I felt when I was watching the finale of Friday the 13th Part IV: The Final Chapter (1984) that when Feldman’s young Tommy Jarvis continued to stab Jason over and over yelling, “Die! Die!” that was the character substituting for Tom Savini, just wanting this hockey-masked Mama’s Boy to go the fuck away. I recognize that there are contingents of Friday fans who consider the fourth film the final film of the franchise. They just stop there and these four truly are the series at its most lucrative and successful. But the Powers That Be (those who were making serious coin out of this cashbox) just couldn’t let the money that was flowing cease. Even the critically (and for many fans) reviled fifth film turned a profit. So I understand how those who never intended for the franchise to ever go any further than the first film much less the fourth.

But, for me, Part 6 (“Jason Lives” (1986)) does have a special place in my heart. It was one of my “testing horrors” as a kid. When becoming a horror fan you have to start somewhere. “The Gate” (1987) was the film I popped my cherry. That was the launching pad, and Part 6 was the next step. Then came “Freddy’s Dead: The Final Nightmare” (1991) and I was off and running. Eventually I was a full-fledged horror nerd by the mid 90s. So Part 6 might not be well regarded by a certain sect of Friday fans, and I get it. But I can’t help but grin all the way through it. It also has my favorite poster of the entire franchise. It wasn’t as successful in theaters so that more or less signaled the decline in popularity was setting in. But I know a few enjoyed it because Part 6 wasn’t always available when I wanted to re-rent the damn thing over and over. I would often have to go journeyman in order to find it.


It gave an excuse for Jason Voorhees to be impervious to guns and knives and all sorts of weaponry that others might want to try and use to protect themselves. When Jason is shotgunned multiple times, he dispatches a would-be hero by breaking him in half. Let’s just say a paint gun blot won’t do the trick…the poor soul who tried that out has body parts strewn all over Crystal Lake! Tom McLoughlin, opting to direct the sixth film with a lot of flash and humor, totaling abandoning realism (not that Parts III and IV were all that realistic, either…) in favor of the supernatural, torpedoing Savini’s efforts to once and for all vanquish the character that just wouldn’t stay dead, using lightning to resurrect Jason Voorhees, reawakening the maggot-infested corpse, breathing a different kind of life into a franchise that perhaps should have remained where it belonged…in the coffin of cemetery.

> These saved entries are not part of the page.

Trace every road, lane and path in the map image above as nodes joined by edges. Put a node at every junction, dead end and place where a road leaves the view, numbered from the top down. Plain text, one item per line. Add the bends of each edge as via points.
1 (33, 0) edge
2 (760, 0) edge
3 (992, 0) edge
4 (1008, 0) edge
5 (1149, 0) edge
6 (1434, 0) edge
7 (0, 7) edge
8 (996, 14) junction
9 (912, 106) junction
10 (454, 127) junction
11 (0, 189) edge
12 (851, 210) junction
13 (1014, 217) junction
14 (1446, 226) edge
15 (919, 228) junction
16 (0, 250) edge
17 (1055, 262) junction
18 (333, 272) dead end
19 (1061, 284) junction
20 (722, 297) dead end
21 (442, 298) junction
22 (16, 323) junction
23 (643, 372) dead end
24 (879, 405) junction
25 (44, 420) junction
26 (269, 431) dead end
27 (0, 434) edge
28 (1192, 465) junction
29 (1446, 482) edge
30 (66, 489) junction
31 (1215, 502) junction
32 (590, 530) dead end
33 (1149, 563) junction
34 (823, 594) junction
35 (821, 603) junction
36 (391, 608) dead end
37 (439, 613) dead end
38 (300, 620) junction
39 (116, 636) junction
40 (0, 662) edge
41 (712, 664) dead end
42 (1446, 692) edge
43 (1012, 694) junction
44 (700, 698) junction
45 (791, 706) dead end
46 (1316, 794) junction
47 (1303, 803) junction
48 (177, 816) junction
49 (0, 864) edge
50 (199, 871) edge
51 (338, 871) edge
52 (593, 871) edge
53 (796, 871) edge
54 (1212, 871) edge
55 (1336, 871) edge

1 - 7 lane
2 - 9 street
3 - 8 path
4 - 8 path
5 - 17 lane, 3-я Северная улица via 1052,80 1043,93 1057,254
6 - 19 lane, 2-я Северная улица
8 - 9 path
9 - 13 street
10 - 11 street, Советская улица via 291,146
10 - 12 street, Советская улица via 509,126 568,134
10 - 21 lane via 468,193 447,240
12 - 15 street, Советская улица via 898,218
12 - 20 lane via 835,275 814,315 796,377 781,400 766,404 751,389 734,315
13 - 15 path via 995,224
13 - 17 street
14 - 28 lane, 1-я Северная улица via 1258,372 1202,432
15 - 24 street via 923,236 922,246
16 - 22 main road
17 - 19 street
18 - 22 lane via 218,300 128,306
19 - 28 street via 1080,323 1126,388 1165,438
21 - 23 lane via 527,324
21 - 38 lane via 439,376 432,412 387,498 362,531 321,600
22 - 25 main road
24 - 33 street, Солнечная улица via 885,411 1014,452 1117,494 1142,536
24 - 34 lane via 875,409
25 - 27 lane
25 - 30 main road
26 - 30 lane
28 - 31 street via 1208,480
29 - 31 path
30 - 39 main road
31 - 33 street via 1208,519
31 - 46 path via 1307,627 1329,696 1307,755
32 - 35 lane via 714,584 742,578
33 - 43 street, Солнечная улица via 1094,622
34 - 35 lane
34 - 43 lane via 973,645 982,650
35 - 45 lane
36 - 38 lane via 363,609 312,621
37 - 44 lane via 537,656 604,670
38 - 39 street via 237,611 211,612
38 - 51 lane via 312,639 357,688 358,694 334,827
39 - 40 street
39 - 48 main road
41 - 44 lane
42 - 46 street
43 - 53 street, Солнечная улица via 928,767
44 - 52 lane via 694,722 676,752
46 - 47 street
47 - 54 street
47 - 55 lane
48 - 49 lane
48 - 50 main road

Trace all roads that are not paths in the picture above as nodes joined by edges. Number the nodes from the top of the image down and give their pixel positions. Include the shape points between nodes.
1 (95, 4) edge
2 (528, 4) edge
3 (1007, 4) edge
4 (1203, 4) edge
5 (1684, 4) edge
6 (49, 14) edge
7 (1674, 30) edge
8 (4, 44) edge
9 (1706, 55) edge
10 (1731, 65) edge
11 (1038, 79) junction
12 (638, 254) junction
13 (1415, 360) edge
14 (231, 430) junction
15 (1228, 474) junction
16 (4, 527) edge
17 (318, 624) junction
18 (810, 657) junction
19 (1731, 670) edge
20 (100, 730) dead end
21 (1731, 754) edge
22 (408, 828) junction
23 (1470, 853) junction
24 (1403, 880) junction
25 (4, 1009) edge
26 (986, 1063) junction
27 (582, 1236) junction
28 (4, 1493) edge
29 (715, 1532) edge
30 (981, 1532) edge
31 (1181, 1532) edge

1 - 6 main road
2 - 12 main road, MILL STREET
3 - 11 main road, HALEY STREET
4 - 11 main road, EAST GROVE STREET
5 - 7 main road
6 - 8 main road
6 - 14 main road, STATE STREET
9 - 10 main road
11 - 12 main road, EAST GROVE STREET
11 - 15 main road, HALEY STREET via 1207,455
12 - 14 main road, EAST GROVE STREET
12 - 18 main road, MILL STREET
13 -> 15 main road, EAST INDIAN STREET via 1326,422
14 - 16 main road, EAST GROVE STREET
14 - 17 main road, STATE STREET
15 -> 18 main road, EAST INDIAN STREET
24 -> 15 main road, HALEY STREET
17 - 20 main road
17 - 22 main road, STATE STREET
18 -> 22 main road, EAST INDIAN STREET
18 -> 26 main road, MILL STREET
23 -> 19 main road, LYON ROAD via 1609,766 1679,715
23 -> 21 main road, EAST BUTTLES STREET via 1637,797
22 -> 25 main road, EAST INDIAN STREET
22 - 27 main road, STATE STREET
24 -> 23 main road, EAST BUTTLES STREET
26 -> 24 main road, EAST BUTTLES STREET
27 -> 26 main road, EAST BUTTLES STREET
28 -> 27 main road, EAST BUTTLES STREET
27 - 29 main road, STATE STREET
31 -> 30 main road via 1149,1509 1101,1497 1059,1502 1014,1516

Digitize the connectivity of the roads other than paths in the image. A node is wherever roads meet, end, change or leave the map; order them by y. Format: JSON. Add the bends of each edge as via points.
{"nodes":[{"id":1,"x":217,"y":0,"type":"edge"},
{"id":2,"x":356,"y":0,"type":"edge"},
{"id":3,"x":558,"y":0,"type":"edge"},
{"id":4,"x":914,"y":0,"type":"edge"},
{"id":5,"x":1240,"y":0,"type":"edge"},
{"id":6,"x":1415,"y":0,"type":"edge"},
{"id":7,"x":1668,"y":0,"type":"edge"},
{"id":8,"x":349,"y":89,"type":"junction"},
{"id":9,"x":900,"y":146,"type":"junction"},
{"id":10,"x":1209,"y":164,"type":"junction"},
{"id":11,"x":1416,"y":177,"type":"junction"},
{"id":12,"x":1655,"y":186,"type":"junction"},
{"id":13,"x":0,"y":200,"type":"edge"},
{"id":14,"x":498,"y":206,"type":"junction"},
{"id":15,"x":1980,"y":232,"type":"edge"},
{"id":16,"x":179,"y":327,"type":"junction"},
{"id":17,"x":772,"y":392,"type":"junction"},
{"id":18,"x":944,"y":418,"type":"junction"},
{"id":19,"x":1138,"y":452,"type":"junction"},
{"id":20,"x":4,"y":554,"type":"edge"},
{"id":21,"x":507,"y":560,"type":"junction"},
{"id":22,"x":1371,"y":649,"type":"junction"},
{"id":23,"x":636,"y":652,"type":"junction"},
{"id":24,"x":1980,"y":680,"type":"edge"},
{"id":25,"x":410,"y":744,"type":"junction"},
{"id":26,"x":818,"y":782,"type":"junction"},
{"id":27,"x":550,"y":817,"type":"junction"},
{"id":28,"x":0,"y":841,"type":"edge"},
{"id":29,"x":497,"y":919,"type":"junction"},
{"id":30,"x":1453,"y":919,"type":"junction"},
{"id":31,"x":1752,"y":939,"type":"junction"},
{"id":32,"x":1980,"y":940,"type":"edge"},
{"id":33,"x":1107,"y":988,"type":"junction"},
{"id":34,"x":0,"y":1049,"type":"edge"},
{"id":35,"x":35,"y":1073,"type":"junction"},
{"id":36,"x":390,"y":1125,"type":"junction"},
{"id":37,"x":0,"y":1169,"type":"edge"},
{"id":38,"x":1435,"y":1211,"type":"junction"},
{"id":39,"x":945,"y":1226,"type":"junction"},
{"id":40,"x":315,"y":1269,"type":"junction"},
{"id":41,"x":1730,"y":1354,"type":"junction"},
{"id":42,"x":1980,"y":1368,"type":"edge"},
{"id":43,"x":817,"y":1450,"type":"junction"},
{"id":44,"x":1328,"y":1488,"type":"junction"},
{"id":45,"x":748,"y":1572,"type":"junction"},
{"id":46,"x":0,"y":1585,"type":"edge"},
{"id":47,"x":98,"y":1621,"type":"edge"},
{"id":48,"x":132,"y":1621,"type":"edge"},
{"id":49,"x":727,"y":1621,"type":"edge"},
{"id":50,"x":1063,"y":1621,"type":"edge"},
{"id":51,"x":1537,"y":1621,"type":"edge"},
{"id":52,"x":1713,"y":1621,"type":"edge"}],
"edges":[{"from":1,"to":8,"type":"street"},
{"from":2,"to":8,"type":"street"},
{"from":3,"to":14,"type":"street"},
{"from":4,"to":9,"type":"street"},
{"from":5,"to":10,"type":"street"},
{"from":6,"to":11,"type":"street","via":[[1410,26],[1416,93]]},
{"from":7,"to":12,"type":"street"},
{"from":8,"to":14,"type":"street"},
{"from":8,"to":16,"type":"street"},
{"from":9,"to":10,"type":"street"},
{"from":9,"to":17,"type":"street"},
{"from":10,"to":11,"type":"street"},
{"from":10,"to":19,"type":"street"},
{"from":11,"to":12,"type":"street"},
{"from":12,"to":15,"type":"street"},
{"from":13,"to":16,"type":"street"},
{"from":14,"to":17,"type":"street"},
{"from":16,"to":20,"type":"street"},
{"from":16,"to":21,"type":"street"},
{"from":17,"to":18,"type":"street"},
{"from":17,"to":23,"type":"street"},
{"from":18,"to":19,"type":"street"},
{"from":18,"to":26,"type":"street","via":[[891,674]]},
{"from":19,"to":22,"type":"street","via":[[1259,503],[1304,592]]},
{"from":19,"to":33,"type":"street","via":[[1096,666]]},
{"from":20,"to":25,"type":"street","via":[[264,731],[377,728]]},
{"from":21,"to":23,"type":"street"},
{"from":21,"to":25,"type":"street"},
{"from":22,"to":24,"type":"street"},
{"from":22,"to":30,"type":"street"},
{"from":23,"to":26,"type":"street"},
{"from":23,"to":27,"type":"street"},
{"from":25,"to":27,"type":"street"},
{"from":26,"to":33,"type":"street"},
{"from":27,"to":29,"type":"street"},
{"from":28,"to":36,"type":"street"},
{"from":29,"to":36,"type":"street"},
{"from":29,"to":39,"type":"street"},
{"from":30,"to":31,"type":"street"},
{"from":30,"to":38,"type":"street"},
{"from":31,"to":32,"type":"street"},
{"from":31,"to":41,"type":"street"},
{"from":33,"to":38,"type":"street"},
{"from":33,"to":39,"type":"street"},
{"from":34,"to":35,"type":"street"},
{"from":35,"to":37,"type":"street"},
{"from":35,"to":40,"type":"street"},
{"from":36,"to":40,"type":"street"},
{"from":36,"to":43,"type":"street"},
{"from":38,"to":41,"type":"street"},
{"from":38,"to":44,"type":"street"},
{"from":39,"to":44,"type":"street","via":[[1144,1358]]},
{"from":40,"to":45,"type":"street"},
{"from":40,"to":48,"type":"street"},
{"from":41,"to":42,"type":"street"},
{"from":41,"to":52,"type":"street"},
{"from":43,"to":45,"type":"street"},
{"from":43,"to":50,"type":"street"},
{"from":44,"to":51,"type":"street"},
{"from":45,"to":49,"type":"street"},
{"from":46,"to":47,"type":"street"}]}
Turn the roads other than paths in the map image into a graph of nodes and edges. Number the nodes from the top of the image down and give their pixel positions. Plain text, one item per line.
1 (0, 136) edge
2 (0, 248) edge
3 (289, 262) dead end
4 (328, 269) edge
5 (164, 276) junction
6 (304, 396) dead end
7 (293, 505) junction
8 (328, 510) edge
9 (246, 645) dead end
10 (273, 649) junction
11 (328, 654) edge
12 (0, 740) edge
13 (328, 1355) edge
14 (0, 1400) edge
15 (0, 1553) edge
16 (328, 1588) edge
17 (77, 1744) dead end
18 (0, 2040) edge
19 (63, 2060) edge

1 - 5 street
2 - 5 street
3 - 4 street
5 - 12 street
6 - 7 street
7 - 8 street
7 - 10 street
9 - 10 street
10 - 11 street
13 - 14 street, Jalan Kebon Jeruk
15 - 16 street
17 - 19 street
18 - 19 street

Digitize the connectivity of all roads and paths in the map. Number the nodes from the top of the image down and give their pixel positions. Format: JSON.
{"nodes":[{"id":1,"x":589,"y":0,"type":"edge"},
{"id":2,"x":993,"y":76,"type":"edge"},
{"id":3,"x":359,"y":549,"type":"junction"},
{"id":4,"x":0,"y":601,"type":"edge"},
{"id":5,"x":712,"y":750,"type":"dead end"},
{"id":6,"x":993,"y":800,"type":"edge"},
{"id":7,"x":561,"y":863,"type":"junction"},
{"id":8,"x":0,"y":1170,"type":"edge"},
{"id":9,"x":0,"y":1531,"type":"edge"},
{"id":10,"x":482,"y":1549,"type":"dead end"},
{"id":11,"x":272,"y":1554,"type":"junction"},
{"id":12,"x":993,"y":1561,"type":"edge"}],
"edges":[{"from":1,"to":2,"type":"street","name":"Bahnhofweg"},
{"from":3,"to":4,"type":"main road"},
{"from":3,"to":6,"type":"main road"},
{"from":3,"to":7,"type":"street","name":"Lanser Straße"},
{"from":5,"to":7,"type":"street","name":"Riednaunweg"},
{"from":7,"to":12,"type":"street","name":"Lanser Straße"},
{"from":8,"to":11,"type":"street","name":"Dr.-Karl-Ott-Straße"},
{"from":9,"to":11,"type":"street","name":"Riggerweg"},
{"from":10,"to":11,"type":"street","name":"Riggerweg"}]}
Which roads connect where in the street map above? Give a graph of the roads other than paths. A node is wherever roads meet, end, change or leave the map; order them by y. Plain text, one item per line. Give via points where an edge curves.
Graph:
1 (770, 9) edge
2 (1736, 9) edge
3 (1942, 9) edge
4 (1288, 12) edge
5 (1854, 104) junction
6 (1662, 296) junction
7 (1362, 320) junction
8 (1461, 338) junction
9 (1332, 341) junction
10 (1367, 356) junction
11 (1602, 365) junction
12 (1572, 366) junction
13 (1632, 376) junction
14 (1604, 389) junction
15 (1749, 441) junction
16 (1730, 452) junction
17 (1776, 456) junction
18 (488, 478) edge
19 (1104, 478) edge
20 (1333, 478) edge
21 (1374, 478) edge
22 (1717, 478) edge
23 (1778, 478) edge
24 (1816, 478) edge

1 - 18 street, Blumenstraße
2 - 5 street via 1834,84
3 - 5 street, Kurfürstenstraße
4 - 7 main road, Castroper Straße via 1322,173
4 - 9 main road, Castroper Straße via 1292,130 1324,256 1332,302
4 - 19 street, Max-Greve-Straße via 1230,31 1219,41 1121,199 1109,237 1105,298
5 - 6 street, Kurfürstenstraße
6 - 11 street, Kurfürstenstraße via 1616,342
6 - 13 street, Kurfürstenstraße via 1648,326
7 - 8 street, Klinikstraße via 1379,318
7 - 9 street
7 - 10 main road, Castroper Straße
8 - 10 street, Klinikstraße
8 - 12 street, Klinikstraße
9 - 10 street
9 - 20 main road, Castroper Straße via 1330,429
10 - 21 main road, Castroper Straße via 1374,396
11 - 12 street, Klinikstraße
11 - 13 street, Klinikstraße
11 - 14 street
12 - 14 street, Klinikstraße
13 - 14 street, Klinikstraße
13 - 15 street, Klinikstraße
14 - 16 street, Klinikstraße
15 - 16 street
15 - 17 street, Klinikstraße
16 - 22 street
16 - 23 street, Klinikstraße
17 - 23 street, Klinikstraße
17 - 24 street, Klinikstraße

Instead Thom Mathew’s Tommy Jarvis can’t be content with allowing the body of Jason to remain in his grave. Nope, he has to shovel away the earth, open the coffin, grabbing a loose gate spike to hopefully pulverize the body of Jason not realizing that leaving the metal object in the corpse would draw lightning to it. Soon an eye opens, Jason emerges from the dug up grave, reaching out for Tommy who is not prepared for any of this.